Information supplied »
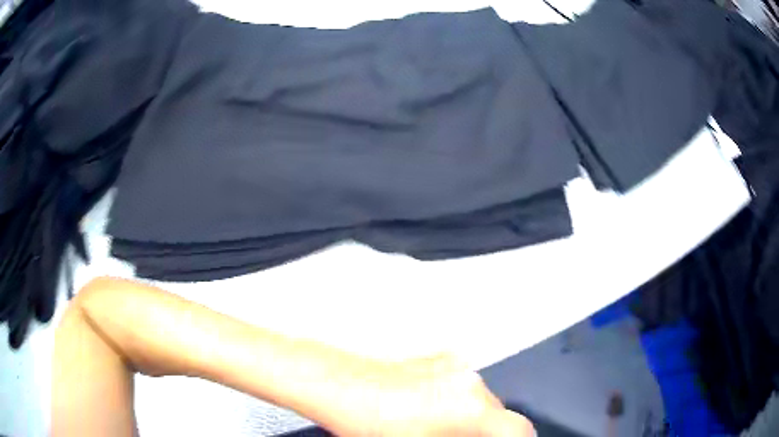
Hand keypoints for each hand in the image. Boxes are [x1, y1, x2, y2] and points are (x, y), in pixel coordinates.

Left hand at [320, 354, 535, 436]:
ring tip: (437, 431)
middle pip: (497, 415)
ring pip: (478, 401)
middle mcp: (469, 381)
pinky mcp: (436, 360)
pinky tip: (426, 414)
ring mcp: (452, 366)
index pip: (518, 429)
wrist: (336, 385)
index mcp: (471, 406)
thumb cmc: (366, 420)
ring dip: (469, 419)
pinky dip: (454, 403)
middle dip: (485, 433)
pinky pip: (459, 387)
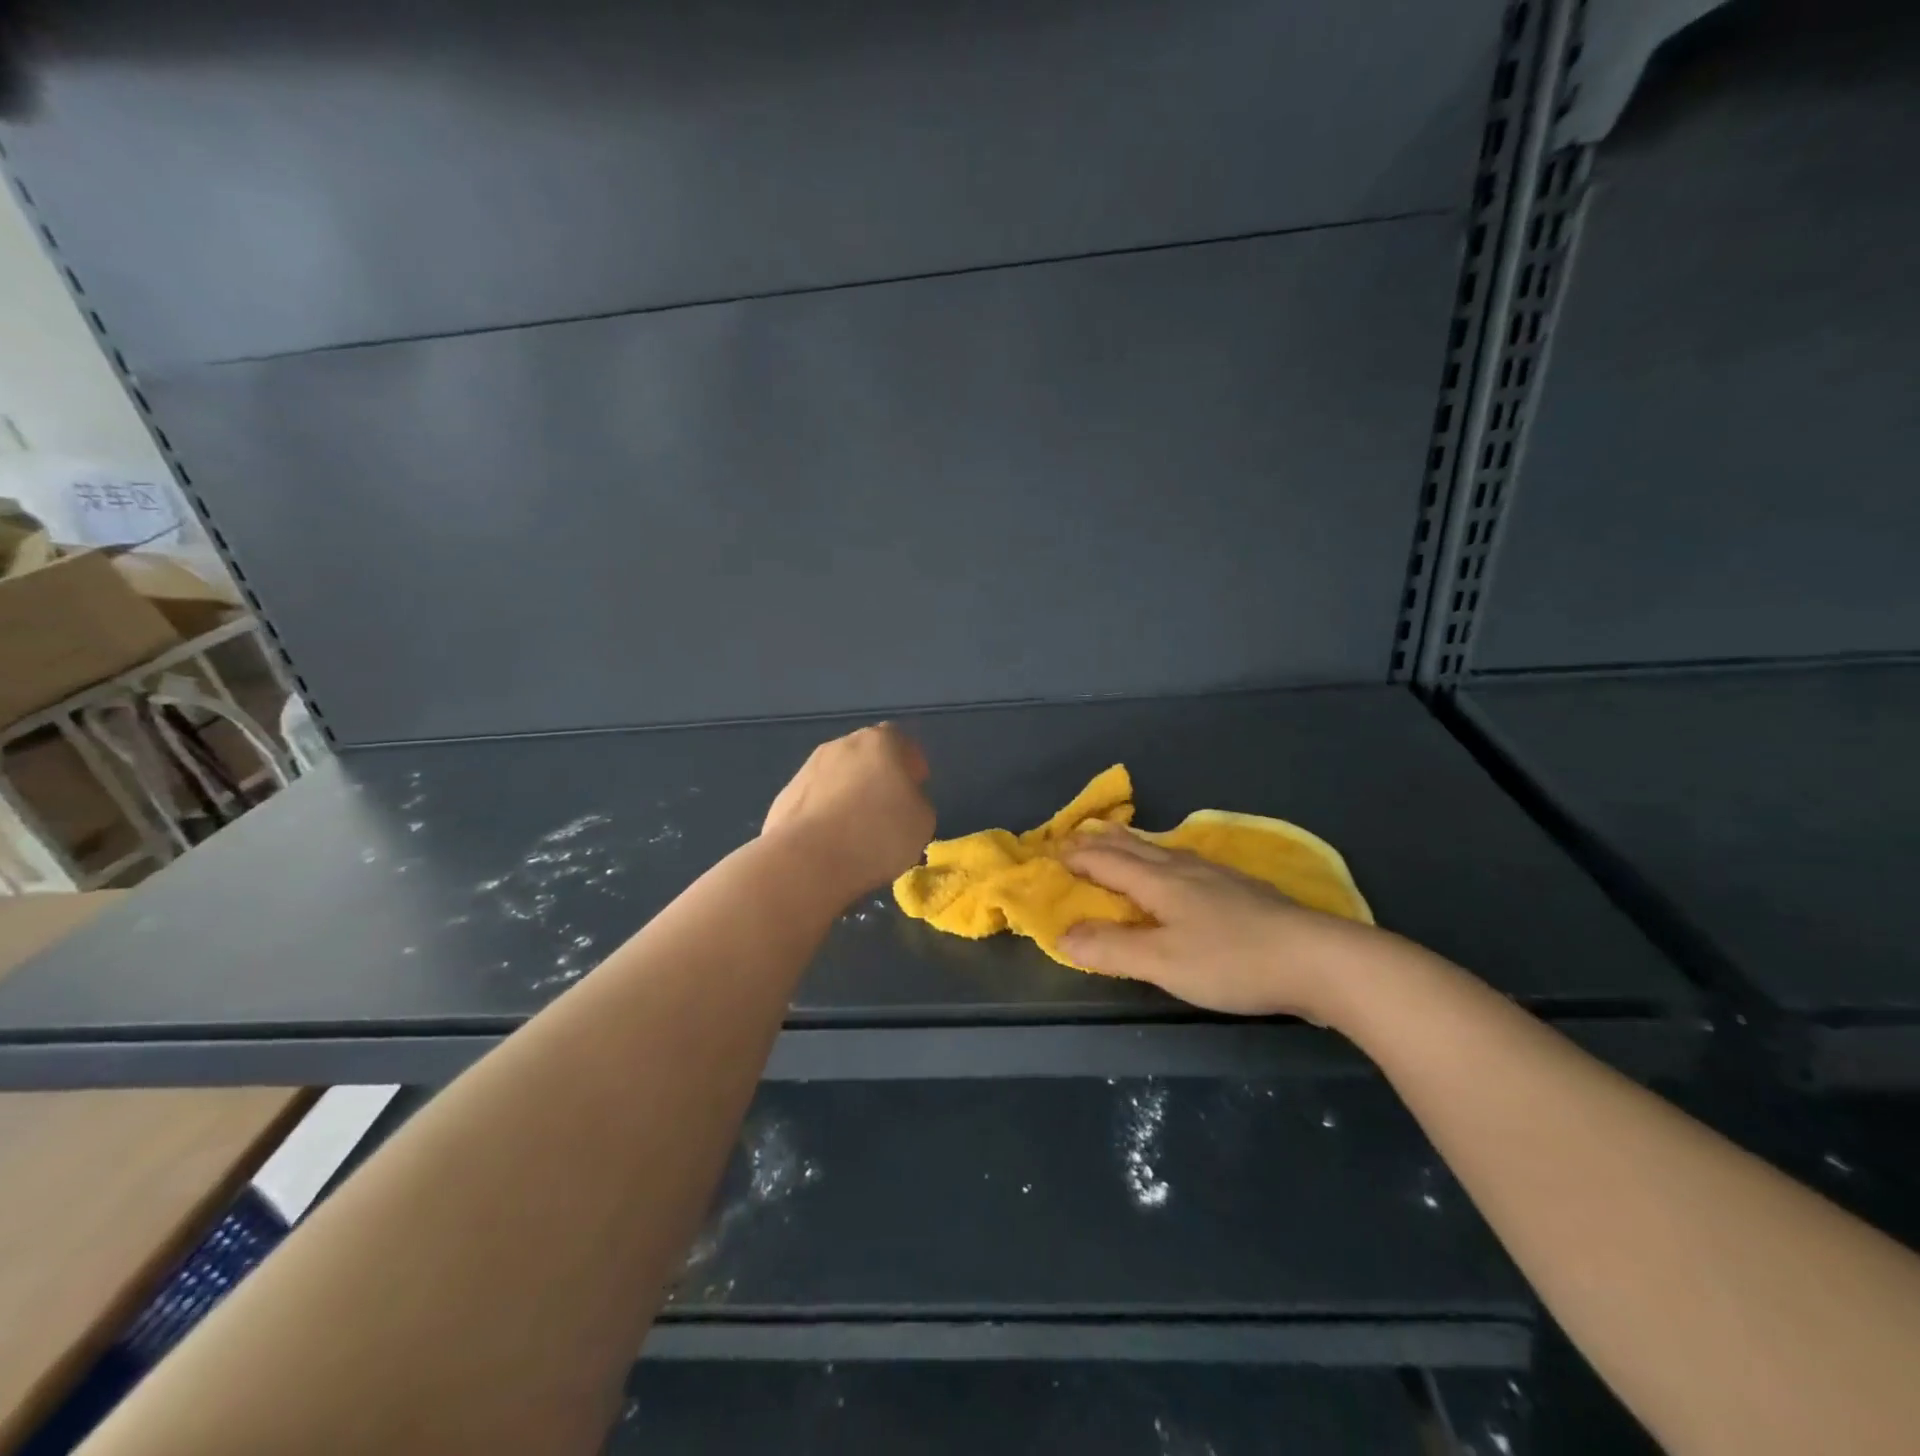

What you need to do »
The required output is a copy of each line in the records where the string "pinky" occurs.

Answer to this exercise »
pinky mcp: (436, 360)
pinky tip: (426, 414)
pinky dip: (454, 403)
pinky pip: (459, 387)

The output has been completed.